QUOTE [DANNY SULLIVAN, Editor Search Engine Watch, 10/7/03] Why drop LookSmart? MSN said testing it did at its MSN Search UK site earlier this year found that dropping the listings increased relevancy.

"The testing was conclusive that the more relevant results were outside the LookSmart listings," [MSN product manager, Karen] Redetzki said. "We're not going to talk publicly about how they [MSN Search UK] measured the relevancy or the methodology, but we did see that the test results showed that the relevancy improved.

BOTTOM LINE: (And, yes, I'll phrase it my way.) Human-edited directories LOWER search quality by being full of out-of-date information. Including dead links. Sites not touched for years. Poor initial description or miscategorization, etc. Google is not stupid .

(2) Yahoo apparently IS that stupid. Yahoo/Overture is, they say, using ODP data. SOURCE OF INFORMATION:
[content.overture.com...]


Yahoo! leverages the Open Directory Project
(ODP) to further improve the user experience
on distribution partner sites. ODP title,
description and category meta data is
used to enhance Yahoo!'s relevant search results.

I HEREBY POSIT THE FOLLOWING "THEORY" BASED ON 1 + 2 {smile}

Google is PHASING OUT the use of DMOZ data
as
Yahoo is PHASING IT IN.

This makes Google (NOW) good. {smile}
and
Yahoo (and all its little search engines, including MSN)
The Evil Search Axis

Later,

MV
(Off to read THE WHOLE HILLTOP ARTICLE
just for fun ... It could shed no light on this {grin})

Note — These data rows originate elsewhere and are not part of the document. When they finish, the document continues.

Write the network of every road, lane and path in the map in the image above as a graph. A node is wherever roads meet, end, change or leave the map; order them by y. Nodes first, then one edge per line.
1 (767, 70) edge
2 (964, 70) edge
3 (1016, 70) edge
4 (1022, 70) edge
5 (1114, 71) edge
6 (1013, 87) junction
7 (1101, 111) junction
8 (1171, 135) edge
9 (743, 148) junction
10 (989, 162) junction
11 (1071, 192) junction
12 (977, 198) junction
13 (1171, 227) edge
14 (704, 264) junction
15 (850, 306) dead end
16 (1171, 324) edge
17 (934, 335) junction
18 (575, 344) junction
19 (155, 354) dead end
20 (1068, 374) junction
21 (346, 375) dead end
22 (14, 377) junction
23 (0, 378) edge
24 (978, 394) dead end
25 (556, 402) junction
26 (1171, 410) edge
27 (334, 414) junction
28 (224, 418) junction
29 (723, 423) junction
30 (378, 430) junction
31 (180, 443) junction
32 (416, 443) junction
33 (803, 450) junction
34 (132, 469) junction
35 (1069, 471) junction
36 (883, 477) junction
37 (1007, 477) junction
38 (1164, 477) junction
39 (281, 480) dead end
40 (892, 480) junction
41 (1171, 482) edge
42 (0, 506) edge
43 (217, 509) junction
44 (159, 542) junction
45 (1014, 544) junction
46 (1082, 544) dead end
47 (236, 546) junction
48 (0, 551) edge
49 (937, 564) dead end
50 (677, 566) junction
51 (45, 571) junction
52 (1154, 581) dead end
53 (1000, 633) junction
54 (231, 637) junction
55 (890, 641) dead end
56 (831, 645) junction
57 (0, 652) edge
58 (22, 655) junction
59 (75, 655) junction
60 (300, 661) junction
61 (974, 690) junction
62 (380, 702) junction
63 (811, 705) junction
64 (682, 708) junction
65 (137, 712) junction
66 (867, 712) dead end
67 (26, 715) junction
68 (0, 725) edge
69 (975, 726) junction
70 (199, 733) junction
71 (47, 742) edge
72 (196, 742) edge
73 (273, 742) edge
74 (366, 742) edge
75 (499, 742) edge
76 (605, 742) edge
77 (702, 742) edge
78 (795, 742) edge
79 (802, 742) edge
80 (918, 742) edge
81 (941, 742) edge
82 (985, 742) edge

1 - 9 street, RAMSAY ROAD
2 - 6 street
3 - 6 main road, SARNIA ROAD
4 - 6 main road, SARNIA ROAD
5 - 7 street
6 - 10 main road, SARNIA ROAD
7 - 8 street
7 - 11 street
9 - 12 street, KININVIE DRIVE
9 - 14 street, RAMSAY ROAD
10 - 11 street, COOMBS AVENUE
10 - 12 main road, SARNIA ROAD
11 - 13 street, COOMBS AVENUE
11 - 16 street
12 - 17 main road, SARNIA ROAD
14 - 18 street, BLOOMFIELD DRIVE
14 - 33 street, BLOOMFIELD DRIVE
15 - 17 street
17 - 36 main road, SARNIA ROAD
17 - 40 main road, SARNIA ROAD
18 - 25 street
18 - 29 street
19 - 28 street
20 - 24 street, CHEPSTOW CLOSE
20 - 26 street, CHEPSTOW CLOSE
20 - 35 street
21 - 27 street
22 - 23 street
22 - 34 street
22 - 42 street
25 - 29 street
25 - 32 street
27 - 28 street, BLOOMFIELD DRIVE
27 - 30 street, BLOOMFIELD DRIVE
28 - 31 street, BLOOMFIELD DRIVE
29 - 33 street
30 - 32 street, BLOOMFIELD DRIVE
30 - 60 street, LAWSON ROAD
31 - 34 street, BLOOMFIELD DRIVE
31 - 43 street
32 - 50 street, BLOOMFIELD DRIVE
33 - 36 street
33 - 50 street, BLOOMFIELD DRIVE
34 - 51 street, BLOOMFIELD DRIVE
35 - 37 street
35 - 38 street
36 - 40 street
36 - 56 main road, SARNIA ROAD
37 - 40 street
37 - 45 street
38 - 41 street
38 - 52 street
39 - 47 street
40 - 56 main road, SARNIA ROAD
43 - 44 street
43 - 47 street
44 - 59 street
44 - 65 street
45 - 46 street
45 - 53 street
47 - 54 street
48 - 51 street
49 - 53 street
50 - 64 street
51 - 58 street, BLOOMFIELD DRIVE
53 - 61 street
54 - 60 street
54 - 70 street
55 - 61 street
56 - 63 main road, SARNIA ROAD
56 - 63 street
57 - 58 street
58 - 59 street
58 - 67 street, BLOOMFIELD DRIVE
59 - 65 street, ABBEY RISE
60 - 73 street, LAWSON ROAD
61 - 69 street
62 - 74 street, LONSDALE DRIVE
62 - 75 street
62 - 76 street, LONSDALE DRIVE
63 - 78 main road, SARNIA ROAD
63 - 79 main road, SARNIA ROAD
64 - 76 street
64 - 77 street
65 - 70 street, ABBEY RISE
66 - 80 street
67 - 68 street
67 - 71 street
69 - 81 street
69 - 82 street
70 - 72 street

[edited by: Meta_Vision at 9:06 am (utc) on April 23, 2004]

lloyd

9:05 am on Apr 23, 2004 (gmt 0)

10+ Year Member



I would just like to add this.

Steveb has some valid points, but I see from the sites that I promote that DMOZ listings are not normal links.

Yes a good link is a good link but a DMOZ link is an excellent link. NOT only that, IMO the weight that Google gives to a DMOZ link depends on not the category PR but on the depth of the link. For example the deeper the link the more weight Google gives it.

Why, because it is more concentrated/relevant to the search and has little to do with PR.

jmccormac

11:10 am on Apr 20, 2004 (gmt 0)

WebmasterWorld Senior Member 10+ Year Member Top Contributors Of The Month



Still using the descriptions from what I can see. It is an updated Dmoz RDF, probably a few weeks old. The main change is that Google moved the link position for its Dmoz mirror from the Google front page.

Regards...jmcc

le_gber

11:13 am on Apr 20, 2004 (gmt 0)

WebmasterWorld Senior Member 10+ Year Member



I don't think that Google ever used DMOZ description to rank a site.

They use to 'display' the link and description to the Google directory which was based on DMOZ, in their search results.

I am not sure that because they don't display it anymore, that they were or are no longer using it.